▸ **What this task involves**
Each entry is to be retyped without alteration, and no picture is to be included.

▸ **The input**
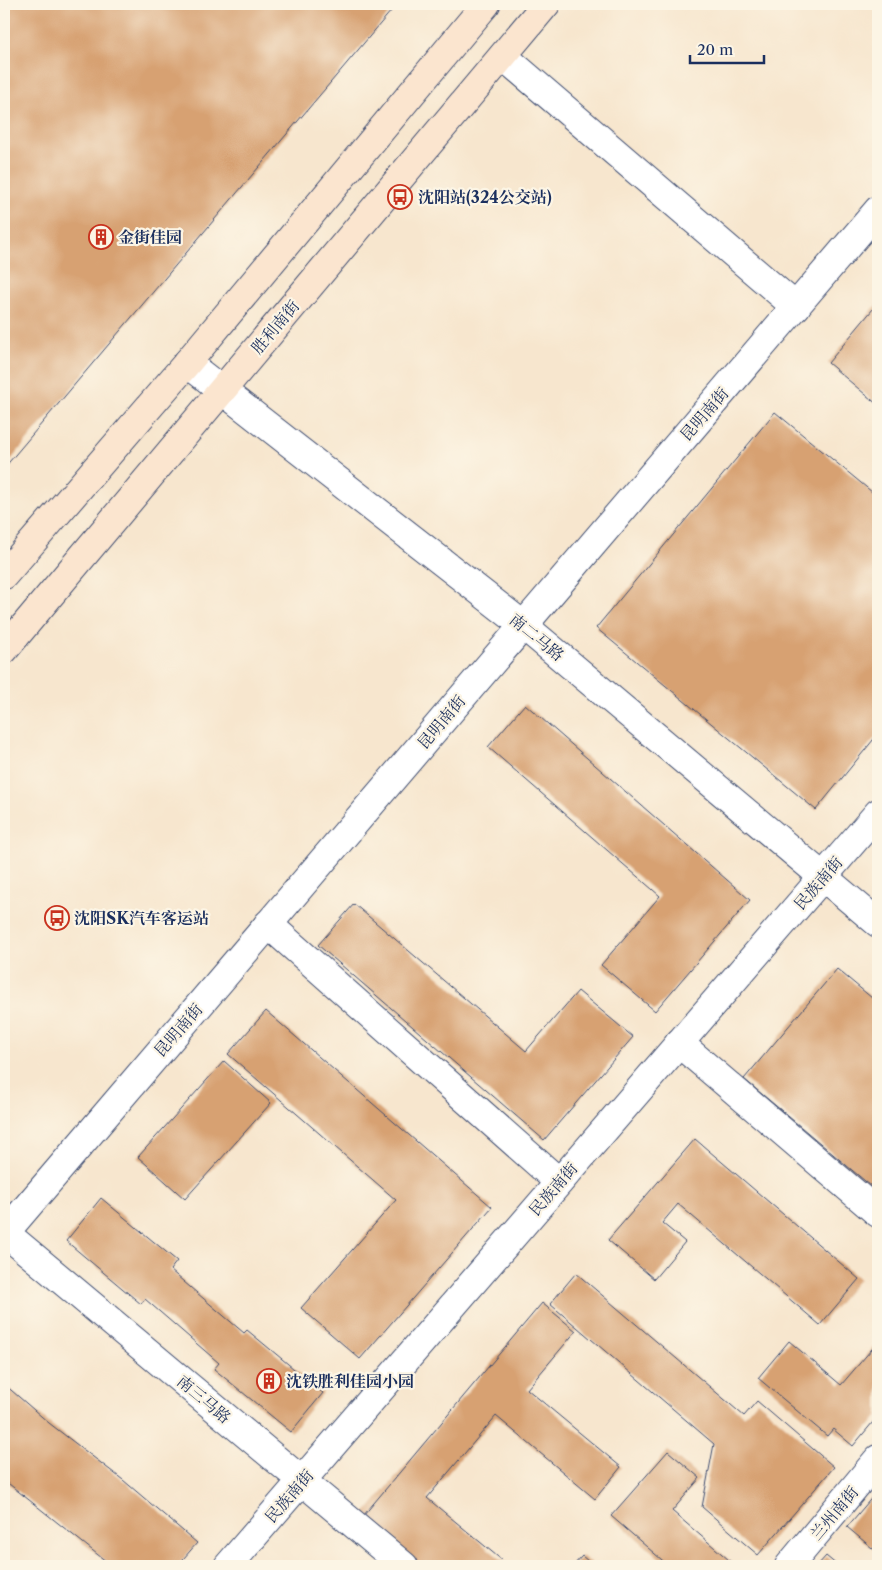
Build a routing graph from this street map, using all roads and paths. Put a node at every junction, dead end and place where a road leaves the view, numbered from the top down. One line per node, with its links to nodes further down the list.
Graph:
1 (486, 4): 6 (main road)
2 (546, 4): 3 (main road, 胜利南街)
3 (502, 56): 5 (street); 7 (main road, 胜利南街)
4 (878, 210): 5 (street, 昆明南街)
5 (796, 307): 9 (street, 昆明南街)
6 (187, 363): 7 (street, 南二马路); 8 (main road)
7 (222, 391): 9 (street, 南二马路); 10 (main road, 胜利南街)
8 (4, 575)
9 (524, 625): 12 (street, 南二马路); 14 (street, 昆明南街)
10 (4, 650)
11 (878, 813): 12 (street, 民族南街)
12 (823, 876): 13 (street, 南二马路); 15 (street, 民族南街)
13 (878, 923)
14 (268, 924): 16 (street); 18 (street, 昆明南街)
15 (679, 1043): 16 (street, 民族南街); 17 (street)
16 (559, 1182): 20 (street, 民族南街)
17 (878, 1213)
18 (4, 1233): 20 (street, 南三马路)
19 (878, 1459): 23 (street, 兰州南街)
20 (302, 1481): 21 (street, 民族南街); 22 (street, 南三马路)
21 (228, 1566)
22 (404, 1566)
23 (789, 1566)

▸ **Solution to the exercise**
Build a routing graph from this street map, using all roads and paths. Put a node at every junction, dead end and place where a road leaves the view, numbered from the top down. One line per node, with its links to nodes further down the list.
Graph:
1 (486, 4): 6 (main road)
2 (546, 4): 3 (main road, 胜利南街)
3 (502, 56): 5 (street); 7 (main road, 胜利南街)
4 (878, 210): 5 (street, 昆明南街)
5 (796, 307): 9 (street, 昆明南街)
6 (187, 363): 7 (street, 南二马路); 8 (main road)
7 (222, 391): 9 (street, 南二马路); 10 (main road, 胜利南街)
8 (4, 575)
9 (524, 625): 12 (street, 南二马路); 14 (street, 昆明南街)
10 (4, 650)
11 (878, 813): 12 (street, 民族南街)
12 (823, 876): 13 (street, 南二马路); 15 (street, 民族南街)
13 (878, 923)
14 (268, 924): 16 (street); 18 (street, 昆明南街)
15 (679, 1043): 16 (street, 民族南街); 17 (street)
16 (559, 1182): 20 (street, 民族南街)
17 (878, 1213)
18 (4, 1233): 20 (street, 南三马路)
19 (878, 1459): 23 (street, 兰州南街)
20 (302, 1481): 21 (street, 民族南街); 22 (street, 南三马路)
21 (228, 1566)
22 (404, 1566)
23 (789, 1566)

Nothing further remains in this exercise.